Saved data entries:

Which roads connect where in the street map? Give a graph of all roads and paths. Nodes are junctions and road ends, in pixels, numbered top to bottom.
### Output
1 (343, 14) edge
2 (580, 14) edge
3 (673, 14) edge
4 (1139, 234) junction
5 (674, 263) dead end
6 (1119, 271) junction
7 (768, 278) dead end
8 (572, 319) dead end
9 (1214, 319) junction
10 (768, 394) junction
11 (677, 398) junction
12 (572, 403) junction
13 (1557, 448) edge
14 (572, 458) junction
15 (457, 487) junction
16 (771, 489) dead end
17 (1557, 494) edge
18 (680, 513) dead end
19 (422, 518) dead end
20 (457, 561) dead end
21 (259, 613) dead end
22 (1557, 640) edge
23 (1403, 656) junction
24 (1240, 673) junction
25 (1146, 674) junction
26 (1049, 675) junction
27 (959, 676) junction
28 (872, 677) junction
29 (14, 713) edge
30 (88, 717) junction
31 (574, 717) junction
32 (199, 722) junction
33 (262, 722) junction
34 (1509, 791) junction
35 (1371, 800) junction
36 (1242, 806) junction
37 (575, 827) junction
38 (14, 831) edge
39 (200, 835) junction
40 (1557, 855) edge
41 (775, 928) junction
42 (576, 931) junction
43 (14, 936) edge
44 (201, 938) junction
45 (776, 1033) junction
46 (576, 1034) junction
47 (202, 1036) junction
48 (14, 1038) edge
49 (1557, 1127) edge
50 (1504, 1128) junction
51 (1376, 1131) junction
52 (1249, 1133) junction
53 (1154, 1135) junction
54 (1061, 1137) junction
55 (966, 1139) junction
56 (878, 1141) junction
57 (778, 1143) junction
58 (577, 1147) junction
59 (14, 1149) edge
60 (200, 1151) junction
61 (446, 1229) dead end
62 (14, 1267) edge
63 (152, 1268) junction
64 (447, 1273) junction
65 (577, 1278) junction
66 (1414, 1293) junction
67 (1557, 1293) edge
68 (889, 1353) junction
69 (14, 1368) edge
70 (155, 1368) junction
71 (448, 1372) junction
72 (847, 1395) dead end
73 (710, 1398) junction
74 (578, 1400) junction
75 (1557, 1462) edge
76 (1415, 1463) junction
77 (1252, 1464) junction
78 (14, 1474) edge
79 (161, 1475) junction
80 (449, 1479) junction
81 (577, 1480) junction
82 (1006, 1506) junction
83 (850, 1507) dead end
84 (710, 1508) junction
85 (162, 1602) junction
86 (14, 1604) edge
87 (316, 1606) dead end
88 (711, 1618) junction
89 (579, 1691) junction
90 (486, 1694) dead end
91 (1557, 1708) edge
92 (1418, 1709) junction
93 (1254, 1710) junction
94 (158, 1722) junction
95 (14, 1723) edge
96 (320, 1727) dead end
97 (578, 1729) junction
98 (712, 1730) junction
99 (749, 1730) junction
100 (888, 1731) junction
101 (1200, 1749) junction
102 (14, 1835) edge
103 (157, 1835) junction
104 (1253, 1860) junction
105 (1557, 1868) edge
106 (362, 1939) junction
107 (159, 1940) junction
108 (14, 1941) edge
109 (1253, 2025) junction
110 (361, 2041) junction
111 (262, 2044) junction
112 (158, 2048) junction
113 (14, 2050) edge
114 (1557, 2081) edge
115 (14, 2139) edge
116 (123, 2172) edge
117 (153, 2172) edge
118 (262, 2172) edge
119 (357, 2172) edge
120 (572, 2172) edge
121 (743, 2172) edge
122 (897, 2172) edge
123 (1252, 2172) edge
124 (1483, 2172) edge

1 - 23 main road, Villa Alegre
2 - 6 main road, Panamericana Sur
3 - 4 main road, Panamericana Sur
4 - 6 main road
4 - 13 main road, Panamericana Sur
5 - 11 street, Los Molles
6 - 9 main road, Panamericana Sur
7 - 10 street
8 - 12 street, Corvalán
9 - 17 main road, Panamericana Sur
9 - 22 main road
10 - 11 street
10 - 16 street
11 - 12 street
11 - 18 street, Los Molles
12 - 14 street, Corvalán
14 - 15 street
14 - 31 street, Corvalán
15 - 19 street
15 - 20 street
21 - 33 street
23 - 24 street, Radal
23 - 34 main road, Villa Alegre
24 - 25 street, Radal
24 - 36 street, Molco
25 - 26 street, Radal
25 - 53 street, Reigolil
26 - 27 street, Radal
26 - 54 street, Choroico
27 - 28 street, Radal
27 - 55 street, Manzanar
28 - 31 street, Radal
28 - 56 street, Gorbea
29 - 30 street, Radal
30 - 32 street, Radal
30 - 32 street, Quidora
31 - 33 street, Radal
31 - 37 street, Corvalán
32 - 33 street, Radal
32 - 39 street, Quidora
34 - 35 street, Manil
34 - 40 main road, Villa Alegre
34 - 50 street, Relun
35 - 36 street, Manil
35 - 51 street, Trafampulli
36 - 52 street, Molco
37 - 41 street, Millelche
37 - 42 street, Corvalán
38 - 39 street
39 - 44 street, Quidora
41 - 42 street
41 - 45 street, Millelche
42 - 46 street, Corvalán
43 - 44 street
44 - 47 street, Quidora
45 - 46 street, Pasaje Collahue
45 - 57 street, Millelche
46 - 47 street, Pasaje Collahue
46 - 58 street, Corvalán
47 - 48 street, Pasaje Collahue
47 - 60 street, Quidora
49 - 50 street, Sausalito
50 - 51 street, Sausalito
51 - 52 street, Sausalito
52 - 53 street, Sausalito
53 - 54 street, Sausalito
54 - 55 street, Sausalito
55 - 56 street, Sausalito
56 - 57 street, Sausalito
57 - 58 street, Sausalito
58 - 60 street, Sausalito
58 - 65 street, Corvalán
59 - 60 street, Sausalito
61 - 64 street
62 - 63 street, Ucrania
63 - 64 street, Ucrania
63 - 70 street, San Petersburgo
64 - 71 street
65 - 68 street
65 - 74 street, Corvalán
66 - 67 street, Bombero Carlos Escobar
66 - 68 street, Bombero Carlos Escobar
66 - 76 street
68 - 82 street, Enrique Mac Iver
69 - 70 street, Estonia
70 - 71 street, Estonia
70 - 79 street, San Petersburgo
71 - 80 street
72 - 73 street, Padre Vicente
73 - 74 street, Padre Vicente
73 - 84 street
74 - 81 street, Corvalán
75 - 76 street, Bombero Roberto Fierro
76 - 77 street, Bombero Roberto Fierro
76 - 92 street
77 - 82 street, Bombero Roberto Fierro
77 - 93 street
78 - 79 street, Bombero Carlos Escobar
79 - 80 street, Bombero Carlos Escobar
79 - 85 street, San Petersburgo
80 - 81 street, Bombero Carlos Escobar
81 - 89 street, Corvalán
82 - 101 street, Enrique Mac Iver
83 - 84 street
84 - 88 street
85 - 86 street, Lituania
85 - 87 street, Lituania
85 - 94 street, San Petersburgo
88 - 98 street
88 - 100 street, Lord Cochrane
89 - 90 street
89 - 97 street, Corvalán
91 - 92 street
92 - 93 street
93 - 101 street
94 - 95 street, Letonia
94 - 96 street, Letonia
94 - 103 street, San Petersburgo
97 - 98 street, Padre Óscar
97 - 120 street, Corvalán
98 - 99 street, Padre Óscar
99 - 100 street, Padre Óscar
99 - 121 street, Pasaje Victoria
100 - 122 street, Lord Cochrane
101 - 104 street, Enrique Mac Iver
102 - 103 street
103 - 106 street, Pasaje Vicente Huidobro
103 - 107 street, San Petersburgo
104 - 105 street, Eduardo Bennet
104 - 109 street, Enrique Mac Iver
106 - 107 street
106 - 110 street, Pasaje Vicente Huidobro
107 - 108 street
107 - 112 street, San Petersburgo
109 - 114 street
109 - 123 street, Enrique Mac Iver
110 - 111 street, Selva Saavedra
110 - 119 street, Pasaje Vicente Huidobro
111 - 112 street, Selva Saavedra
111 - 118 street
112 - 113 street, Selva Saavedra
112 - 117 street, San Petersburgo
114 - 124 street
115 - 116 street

WHAT THE TASK ASKS>
The word "Panamericana" appears in some lines of the data. Copy every one of those lines.

RESPONSE BELOW>
2 - 6 main road, Panamericana Sur
3 - 4 main road, Panamericana Sur
4 - 13 main road, Panamericana Sur
6 - 9 main road, Panamericana Sur
9 - 17 main road, Panamericana Sur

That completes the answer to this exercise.